Moving from Kafka Management to Retail Innovation at BigCommerce

“We started wondering, can we offload all of the management of Kafka—and still get all of the benefits of Kafka? That’s when Confluent came into the picture.”

Mahendra Kumar

VP of Data and Software Engineering, BigCommerce

When it comes to smooth e-commerce capability in the modern era, BigCommerce provides the technology behind the technology—the platform that’s ultimately the backbone of buying for tens of thousands of merchants, including Solo Stove, Skullcandy, Yeti, and a lot of other incredibly popular brands and products.

For a company that enables varying levels of demand for merchants in the digital age, timeliness and accuracy of data are crucial. Inventory has to be accurate to the millisecond, and when data is delayed by a day, or even a minute, it results in lost revenue for merchants and damages to the organization’s reputation.

That’s only one of the reasons BigCommerce pursued Apache Kafka for their data streaming use case. The modern, open SaaS, e-commerce platform works with tens of thousands of merchants who serve millions of customers around the world. Its digital commerce solutions are available 24/7, all year long, for B2B, B2C, multi-storefront, international, and omnichannel customers.

As Mahendra Kumar, VP of data and software engineering at BigCommerce, puts it, “Realtime data is critical for current business. The value of data drops almost exponentially as time goes by. The sooner you can act on data, the more valuable it is.”

Recognizing the need for real-time data while understanding the burden of self-managing Kafka on their own led BigCommerce to choose Confluent—allowing them to tap into data streaming without having to manage and maintain the data infrastructure.

“We started wondering, can we offload all of the management of Kafka—and still get all of the benefits of Kafka?
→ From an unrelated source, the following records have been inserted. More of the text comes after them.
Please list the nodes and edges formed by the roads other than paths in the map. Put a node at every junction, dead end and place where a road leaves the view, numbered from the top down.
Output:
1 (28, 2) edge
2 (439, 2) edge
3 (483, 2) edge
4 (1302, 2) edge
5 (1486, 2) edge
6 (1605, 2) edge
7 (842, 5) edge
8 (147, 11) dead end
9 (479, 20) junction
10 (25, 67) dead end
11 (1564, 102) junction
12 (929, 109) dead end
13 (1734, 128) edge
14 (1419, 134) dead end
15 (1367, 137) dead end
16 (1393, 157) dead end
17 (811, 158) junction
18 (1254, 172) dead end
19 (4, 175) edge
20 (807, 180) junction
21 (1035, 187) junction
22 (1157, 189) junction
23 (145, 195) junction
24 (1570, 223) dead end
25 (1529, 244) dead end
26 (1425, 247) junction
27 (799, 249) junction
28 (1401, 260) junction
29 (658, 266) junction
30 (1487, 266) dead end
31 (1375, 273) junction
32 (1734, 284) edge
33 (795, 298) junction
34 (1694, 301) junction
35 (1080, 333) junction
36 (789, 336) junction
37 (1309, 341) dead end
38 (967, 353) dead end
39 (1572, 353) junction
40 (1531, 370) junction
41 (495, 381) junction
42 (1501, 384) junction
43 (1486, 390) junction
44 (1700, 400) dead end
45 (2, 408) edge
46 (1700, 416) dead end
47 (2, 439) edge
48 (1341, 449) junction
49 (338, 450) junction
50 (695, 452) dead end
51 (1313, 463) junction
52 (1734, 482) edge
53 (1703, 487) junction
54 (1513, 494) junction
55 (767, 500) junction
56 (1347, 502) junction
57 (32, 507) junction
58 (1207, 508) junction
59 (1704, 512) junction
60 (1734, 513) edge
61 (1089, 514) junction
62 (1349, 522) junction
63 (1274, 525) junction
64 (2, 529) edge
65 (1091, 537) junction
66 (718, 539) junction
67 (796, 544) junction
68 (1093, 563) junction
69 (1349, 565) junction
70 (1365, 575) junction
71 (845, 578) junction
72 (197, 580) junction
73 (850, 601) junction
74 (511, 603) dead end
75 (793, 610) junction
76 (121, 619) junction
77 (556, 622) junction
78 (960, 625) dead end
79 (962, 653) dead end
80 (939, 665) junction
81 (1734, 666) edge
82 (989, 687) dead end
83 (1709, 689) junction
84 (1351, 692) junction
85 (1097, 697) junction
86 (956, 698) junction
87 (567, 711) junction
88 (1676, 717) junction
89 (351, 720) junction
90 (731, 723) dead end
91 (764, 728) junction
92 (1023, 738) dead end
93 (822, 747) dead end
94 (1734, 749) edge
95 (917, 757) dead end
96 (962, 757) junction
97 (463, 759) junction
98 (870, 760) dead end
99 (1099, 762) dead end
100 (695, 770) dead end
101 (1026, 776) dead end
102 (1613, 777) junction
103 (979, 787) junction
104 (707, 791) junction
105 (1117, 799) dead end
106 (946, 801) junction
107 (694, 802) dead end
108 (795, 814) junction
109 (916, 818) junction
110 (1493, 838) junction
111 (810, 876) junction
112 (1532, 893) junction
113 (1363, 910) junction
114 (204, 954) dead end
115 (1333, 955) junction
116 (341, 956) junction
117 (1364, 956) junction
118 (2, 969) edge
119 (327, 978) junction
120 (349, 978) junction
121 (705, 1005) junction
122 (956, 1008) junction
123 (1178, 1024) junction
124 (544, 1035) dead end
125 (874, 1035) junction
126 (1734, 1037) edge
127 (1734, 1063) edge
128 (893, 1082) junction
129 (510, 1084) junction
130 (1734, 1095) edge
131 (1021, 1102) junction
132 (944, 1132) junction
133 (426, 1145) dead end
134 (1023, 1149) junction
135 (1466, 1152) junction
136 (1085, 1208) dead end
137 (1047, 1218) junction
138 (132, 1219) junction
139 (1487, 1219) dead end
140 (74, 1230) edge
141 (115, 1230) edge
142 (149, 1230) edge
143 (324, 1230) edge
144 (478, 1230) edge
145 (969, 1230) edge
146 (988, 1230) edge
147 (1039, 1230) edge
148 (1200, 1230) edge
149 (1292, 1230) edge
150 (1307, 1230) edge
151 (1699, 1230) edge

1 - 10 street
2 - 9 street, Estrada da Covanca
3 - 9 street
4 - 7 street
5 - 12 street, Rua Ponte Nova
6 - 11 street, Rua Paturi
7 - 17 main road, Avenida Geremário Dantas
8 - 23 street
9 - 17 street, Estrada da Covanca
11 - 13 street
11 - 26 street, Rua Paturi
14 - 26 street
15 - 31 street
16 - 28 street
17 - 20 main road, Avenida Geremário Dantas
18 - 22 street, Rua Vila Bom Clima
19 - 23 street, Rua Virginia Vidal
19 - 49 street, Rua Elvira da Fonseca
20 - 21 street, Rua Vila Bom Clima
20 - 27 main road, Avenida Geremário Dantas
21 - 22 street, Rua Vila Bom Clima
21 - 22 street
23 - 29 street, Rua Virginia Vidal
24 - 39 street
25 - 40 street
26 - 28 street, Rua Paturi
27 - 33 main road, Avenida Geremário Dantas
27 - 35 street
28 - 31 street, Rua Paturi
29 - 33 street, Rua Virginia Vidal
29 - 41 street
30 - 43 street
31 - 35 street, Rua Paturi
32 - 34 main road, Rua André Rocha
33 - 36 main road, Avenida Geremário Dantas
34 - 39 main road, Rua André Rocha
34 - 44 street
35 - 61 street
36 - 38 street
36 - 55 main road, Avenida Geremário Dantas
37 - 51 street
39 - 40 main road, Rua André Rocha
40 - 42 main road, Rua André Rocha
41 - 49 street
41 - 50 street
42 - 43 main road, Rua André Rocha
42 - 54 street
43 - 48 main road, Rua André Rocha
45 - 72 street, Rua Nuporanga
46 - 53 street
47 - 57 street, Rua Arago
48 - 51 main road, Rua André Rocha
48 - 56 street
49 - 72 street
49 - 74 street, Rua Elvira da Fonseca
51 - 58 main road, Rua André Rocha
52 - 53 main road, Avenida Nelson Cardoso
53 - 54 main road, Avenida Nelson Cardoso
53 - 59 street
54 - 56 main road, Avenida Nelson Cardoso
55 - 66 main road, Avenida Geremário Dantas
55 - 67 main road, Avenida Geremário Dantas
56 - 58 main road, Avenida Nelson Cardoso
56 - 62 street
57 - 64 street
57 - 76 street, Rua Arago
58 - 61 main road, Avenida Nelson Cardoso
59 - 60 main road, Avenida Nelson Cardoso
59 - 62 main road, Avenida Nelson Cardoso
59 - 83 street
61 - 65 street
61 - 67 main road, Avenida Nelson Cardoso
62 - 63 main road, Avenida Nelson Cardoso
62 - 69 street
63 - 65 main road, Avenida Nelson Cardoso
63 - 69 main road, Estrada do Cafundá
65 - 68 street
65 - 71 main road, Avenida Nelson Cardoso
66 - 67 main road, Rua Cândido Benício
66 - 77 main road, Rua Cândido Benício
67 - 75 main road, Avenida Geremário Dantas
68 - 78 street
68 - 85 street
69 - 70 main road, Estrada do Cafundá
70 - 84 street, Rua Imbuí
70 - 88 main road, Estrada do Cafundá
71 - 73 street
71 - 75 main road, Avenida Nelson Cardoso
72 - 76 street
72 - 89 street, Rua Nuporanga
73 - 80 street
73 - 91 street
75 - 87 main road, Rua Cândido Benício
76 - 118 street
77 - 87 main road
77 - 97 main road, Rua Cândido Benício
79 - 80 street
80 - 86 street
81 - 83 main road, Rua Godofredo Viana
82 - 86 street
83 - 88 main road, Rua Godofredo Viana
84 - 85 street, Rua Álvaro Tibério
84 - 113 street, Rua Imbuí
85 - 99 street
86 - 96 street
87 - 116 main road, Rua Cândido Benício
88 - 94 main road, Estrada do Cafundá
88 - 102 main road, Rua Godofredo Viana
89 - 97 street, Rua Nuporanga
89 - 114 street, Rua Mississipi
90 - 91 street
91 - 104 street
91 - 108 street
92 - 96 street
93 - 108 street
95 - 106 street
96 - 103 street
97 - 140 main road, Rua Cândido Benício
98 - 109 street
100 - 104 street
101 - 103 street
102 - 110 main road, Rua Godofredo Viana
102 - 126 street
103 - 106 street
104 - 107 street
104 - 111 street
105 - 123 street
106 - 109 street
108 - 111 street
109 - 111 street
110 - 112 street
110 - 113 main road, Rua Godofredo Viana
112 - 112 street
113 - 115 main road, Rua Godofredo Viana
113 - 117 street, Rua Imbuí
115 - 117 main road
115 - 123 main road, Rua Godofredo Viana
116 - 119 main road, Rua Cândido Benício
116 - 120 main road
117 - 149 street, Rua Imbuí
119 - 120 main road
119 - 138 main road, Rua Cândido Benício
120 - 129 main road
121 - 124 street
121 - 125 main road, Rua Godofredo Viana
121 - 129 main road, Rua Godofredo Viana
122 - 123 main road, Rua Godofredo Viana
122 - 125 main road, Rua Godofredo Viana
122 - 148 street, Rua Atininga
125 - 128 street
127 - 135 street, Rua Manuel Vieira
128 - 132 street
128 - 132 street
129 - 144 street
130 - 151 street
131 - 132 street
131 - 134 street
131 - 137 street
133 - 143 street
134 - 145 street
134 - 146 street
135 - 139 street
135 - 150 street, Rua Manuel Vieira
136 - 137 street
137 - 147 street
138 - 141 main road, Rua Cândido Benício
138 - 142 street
That’s when Confluent came into the picture.” ~ Mahendra Kumar, VP of Data and Software Engineering at BigCommerce

The challenges of self-managed Kafka when instant access to data insights is critical to business

Before Confluent, BigCommerce was managing its own Kafka cluster that was growing and required increasing maintenance. BigCommerce started out with six broker nodes, but as their traffic and use cases increased, they ended up trying to manage 22 broker nodes and five ZooKeeper nodes. This required over 20 hours a week dedicated to maintaining and managing Kafka infrastructure and about half a full-time engineer’s time.

They chose Kafka because it is a robust, resilient system designed for high throughput, which would allow the company’s data teams to retain data for a period of time, as well as offset and reprocess data as needed. However, open source (OSS) Kafka presented significant limitations. “It was fine initially,” says Kumar, “but as the volume of data started getting bigger and bigger, we got to a point where managing Kafka became almost like a full-time job.”
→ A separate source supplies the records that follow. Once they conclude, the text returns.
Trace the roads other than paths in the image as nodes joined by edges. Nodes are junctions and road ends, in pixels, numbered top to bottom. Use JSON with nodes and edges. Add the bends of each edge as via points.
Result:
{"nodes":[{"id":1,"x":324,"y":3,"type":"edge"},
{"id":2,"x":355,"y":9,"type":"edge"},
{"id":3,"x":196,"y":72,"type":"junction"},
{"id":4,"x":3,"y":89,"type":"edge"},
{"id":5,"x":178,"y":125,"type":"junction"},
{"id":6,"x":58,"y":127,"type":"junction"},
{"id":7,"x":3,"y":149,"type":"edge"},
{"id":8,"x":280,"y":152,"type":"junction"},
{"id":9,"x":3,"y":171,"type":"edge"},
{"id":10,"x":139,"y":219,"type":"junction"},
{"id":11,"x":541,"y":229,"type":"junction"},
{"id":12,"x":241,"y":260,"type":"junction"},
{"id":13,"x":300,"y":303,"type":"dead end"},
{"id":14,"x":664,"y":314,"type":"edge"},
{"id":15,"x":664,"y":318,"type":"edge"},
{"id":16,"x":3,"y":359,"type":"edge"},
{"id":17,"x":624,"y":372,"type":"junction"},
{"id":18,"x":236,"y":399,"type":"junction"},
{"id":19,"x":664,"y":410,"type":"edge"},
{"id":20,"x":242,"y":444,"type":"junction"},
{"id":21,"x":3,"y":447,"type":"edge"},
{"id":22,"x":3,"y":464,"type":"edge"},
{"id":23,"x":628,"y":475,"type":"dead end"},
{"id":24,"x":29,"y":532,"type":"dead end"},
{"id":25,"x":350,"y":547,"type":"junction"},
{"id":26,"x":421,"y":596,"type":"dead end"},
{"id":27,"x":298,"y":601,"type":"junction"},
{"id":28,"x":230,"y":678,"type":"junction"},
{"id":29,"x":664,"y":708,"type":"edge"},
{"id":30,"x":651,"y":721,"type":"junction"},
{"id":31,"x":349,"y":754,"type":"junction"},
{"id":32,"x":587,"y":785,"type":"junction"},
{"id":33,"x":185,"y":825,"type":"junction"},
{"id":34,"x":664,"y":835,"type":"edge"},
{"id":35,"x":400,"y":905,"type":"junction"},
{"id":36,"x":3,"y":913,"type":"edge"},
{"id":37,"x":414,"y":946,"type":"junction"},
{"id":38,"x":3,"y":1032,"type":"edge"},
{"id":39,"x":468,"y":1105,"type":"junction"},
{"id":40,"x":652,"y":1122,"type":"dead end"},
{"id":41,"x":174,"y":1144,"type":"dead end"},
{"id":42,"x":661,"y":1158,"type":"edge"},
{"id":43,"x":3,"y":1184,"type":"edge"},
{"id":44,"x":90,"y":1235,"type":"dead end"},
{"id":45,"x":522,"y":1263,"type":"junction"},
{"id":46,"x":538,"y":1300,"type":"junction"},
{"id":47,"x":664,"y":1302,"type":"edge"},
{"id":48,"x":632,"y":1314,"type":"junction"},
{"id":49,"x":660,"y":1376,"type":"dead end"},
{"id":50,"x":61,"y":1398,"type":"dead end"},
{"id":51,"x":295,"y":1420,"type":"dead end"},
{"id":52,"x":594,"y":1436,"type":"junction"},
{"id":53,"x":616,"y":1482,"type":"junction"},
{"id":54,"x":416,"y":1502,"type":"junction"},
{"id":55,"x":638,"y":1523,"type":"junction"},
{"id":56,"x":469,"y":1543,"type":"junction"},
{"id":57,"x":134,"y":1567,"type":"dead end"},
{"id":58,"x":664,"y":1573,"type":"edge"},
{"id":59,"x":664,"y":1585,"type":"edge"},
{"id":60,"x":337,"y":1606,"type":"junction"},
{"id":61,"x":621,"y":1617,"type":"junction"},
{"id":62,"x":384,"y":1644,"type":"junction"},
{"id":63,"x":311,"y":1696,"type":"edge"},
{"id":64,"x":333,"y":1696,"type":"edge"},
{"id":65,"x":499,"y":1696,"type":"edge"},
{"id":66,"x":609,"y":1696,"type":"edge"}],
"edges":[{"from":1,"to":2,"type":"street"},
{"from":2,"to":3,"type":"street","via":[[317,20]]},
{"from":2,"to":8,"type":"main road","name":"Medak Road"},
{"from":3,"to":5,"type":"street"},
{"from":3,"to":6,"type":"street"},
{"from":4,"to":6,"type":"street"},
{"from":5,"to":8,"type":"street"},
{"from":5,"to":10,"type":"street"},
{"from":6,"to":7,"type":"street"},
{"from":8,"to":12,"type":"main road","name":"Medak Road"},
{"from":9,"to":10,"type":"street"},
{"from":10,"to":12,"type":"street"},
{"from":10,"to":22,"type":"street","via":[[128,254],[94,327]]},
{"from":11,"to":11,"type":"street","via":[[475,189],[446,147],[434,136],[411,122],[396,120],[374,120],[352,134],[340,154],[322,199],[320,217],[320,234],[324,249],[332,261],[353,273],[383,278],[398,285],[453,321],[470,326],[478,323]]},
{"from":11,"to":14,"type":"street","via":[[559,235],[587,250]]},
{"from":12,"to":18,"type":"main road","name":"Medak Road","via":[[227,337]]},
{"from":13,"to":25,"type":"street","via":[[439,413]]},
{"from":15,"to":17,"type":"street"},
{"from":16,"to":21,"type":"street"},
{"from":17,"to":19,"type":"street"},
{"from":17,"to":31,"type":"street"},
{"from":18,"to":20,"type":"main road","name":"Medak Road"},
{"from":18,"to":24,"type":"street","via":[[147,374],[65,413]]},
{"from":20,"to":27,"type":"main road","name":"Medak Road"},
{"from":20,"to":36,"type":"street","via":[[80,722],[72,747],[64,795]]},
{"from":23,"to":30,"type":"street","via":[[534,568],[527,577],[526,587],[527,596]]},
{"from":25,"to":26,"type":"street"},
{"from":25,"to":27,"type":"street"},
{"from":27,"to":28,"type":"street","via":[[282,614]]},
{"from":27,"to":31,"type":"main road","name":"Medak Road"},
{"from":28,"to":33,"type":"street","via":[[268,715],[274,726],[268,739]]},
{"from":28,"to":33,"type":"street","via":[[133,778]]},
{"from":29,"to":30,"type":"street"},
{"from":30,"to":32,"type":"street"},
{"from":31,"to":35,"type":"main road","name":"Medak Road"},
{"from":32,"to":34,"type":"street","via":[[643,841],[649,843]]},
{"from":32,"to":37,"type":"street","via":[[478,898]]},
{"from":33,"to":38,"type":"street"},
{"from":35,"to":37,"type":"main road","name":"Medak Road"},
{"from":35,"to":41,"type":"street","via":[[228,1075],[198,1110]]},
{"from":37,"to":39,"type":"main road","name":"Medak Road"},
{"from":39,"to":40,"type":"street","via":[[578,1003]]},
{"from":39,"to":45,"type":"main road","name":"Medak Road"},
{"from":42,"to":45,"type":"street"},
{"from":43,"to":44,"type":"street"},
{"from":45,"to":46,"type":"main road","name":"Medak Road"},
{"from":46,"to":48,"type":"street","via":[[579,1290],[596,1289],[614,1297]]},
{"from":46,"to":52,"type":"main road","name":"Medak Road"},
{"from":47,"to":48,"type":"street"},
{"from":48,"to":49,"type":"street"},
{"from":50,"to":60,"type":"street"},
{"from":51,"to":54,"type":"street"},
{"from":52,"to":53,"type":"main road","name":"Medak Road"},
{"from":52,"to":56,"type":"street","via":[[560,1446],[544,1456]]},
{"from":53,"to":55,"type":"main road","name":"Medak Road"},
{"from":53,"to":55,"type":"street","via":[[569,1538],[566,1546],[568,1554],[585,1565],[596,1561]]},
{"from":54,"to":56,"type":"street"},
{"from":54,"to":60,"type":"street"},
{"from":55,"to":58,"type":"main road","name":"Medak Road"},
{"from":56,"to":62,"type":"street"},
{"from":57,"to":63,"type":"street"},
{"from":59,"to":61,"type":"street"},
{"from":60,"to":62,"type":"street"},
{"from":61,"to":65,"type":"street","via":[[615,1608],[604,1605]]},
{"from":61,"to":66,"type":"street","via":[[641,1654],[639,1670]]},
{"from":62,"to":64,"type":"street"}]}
Rather than being able to focus on delivering new services that improve user experiences, team members were bogged down by software patches, blind spots in data-related infrastructure, and system updates.

Challenge #1: Maintaining and managing Kafka

“We had to constantly patch software, and from time to time we would see traffic surging and have to constantly manage the scaling of resources. It was a painful journey.” ~ Mahendra Kumar, VP of Data and Software Engineering at BigCommerce

Having the latest and greatest improvements to Kafka is important, and BigCommerce wanted to get the most out of the infrastructure that was running Kafka. However, managing upgrade priorities had to be balanced with other roadmap features that the team needed to deliver. “If we have to spend time on Kafka upgrades and patching, then it will take time away from our other roadmap priorities,” said Kumar.
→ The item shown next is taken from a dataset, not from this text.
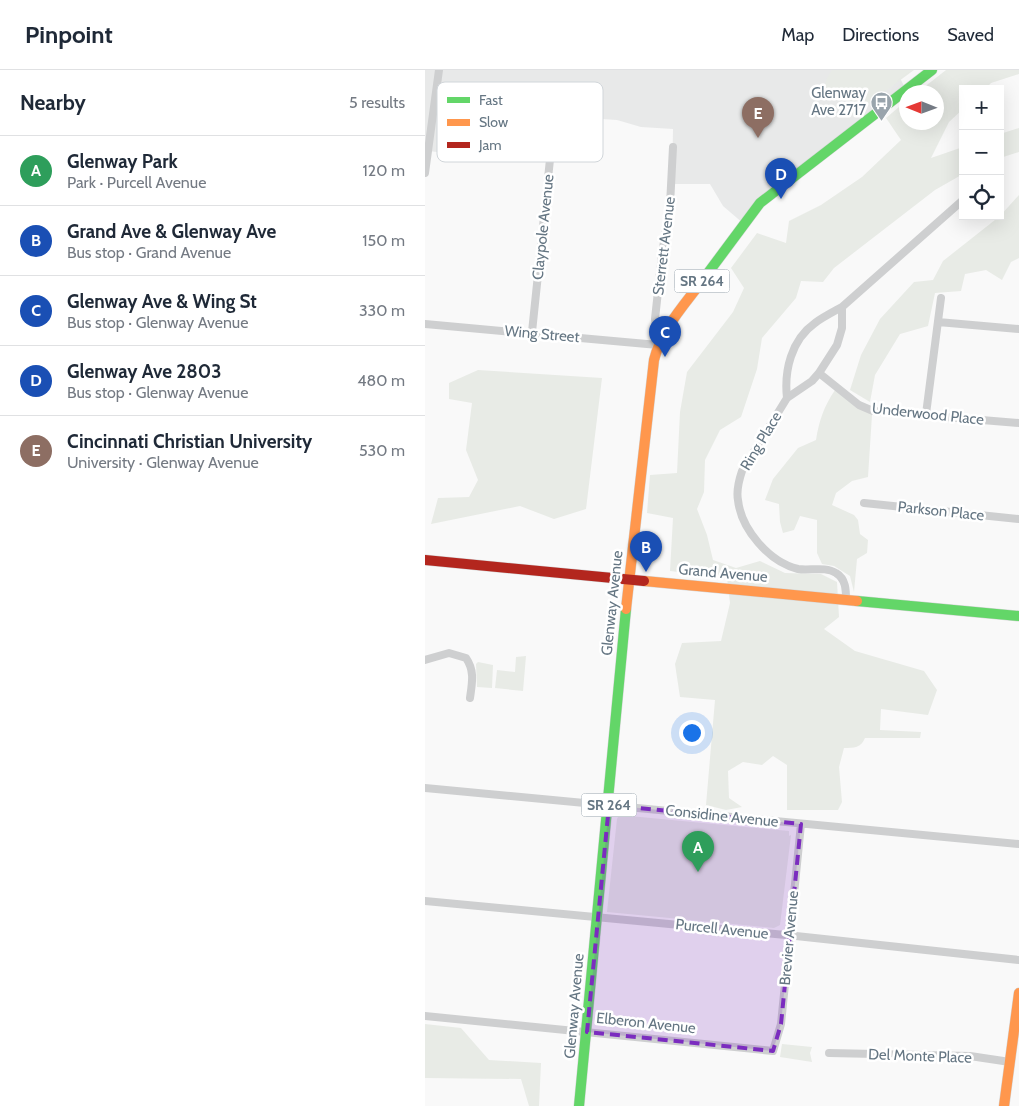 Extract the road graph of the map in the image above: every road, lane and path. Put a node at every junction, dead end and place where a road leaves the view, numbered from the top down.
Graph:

Once the company got up to 22 Kafka nodes, management became unwieldy. The engineering team was composed of nine people to manage the data platform, data applications, data APIs, analytics, and data infrastructure. However, they had three engineers spending half their time on Kafka-related maintenance and upgrades.

Before big shopping events like CyberWeek, the entire team needed a month to get the technology ready to scale and had to overprovision their clusters by 10-15% to account for the uncertain traffic volume. This exercise was expensive and time-consuming, and valuable resources were being squandered because of the unknowns.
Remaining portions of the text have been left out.